He's shown me what that meant during the trip, and im really thankful. it's one of those things the bible tells you that you cant understand till you experience it. :)

i wanna go back there again.


nette posted it up.


Tuesday, December 15, 2009 5:02 PM

me + cheezels + juice + blogger = <3

YESS i have slaved the entire day and i have finally finished packing! :)
so i decided to come here and write me a little farewell post. ;D

oh ya i am honestly kinda scared actually about how to rotate my clothes and wtv cos i srsly anyhow throw in clothes.
haha i srsly have no idea how how i planned so nicely last yr omg.
oh well bible says God will clothe me, no need to worryyy. ;)

and i forgot to take the sweater i borrowed from lingxiang zehzeh last year, when i went over her house last week to get the giant fur trenchcoat zz.
it was like my favourite sweater on the europe trip, mummy made we change and wear a different one halfway i refused but she force me so i change heh.

but nvm now i've charmaine's sweater! 
it's thinner but its ok. 
thanks char!

cant believe i'm going shanghai tmr alr the week passed by so fastttt.

on friday it was off to sentosa with karina, charmaine and shihan! :)
i almost died halfway HAHA omg i love all of you for saving my life and yay that i didnt die.
then we went to the flea at somerset, haha thanks charmaine you're awesome for helping me bargainnnn hahahaha.

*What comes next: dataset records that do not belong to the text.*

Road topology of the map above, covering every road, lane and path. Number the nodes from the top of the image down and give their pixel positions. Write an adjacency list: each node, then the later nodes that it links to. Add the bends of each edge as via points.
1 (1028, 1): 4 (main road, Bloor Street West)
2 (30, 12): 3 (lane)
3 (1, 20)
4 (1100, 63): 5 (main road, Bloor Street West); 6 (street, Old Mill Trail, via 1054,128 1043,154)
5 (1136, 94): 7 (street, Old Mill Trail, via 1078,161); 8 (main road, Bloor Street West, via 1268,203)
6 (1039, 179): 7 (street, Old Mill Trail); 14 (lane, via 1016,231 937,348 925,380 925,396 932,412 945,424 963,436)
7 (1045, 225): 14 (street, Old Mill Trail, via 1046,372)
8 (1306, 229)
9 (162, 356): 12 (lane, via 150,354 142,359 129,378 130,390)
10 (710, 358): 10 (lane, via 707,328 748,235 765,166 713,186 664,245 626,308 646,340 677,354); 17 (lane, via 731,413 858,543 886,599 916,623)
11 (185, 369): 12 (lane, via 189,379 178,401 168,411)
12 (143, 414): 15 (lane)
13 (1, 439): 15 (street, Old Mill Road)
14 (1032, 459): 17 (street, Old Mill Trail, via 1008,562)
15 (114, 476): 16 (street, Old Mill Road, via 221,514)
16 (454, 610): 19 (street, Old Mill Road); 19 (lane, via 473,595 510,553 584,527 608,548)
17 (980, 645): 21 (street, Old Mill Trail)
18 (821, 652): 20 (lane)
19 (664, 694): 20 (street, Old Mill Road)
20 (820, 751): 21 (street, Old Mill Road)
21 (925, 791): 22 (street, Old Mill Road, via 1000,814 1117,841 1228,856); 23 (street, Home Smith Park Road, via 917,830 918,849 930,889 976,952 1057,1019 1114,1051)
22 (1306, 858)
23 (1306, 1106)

and KARINA YU. guess imma miss you all over again now that you're gone, we still make each other laugh like mad everytime we meet, one day im so going over to melbourne manzz.

AUGH AUGH AUFHGHHGHGHHH I FINISH MY CHEEZELS WHAT THE HECK THAT WAS LIKE 5 MINUTES I SWEAR. D:

then at night i went for sample this and i thought it was awesummmmmm! XD
so proud of everyone who did it, and i'm sure He is too. :)

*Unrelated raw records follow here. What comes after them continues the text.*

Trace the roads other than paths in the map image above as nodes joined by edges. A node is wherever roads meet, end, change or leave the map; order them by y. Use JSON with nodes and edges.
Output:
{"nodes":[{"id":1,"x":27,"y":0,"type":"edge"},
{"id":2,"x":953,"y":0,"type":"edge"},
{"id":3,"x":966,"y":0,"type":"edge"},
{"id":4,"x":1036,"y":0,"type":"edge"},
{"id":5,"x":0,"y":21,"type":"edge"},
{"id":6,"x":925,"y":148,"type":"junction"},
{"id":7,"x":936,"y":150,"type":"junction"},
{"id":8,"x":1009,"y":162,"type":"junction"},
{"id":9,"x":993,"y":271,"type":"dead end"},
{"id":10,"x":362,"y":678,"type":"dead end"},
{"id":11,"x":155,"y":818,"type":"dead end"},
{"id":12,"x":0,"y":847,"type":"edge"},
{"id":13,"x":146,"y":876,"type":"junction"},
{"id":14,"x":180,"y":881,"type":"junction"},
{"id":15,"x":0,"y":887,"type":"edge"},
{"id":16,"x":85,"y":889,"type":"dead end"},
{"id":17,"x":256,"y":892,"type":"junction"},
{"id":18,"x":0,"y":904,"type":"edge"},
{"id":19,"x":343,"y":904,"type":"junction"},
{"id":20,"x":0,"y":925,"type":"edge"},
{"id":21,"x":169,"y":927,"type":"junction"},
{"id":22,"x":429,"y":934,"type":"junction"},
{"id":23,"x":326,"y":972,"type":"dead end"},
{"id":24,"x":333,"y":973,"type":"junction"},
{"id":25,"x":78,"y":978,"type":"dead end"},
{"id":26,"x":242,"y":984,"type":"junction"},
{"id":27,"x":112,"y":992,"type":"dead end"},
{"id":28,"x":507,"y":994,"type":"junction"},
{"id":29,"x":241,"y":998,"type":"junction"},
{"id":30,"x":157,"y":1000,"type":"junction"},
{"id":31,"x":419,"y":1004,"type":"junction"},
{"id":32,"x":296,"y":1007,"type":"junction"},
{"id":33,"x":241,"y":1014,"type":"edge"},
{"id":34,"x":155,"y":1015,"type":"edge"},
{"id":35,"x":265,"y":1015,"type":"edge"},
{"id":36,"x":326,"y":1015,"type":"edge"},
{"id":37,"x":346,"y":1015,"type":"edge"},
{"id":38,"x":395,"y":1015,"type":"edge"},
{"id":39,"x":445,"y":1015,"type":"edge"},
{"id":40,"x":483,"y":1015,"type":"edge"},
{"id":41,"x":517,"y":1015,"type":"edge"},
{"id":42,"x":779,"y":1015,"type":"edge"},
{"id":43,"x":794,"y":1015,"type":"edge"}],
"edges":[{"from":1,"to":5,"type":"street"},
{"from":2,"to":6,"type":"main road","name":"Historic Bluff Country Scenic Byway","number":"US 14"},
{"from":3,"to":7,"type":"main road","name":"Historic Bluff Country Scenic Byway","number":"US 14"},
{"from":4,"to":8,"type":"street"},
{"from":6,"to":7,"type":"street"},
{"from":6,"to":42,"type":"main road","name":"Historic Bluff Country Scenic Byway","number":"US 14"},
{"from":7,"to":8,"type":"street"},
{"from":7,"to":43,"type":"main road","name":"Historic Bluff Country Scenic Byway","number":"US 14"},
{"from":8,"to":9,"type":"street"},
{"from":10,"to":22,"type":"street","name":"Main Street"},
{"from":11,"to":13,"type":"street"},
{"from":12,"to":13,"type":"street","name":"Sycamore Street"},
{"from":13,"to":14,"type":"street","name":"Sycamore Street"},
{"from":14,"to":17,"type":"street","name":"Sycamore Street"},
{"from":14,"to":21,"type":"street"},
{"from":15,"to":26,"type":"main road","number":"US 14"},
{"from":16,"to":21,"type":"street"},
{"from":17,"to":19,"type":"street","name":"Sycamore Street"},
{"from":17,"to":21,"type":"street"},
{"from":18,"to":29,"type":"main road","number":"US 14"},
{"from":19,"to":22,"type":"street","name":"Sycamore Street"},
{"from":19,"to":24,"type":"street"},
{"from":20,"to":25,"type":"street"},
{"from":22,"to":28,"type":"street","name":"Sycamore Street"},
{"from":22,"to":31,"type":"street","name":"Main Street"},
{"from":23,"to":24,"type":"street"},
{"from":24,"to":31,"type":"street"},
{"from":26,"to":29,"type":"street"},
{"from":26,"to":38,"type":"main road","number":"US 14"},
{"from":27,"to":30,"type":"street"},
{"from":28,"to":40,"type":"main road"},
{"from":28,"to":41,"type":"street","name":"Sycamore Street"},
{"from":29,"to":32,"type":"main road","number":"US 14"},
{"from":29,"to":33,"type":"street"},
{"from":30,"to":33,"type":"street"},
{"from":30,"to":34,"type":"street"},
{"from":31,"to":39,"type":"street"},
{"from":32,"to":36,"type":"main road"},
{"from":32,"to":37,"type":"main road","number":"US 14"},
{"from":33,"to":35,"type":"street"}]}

then saturday was budget lunch with shaunald and marcus!
at the vivo hawker centre hahaha, it was really fun and it's ok cos marcus forgives me. ;)

thanks guys for following me to uniqlo and getting stuck in mad heaps of people, and meeting another MZHing woman i think we are fated with them really.. =/
HAHA marcus i bet you were having fun reading all the japanese.
you guys have fun on your carolling in malaysia!! HAHAHAAHHAHA.

then yesterday i went back to school with theresa just to get the lit text LAWL the girl was damn pissed cos it's super waste time, tsk. ;)

the past 2 days = doing all the christmas shopping and packing and stuffs,
yay ive gotten my christmas dress, and all my christmas cards. feel so prepared YAYY :P
i should srsly start writing them now man, got super a lot.

i really need to go use my remaining time in singapore wisely man, gonna end this haha.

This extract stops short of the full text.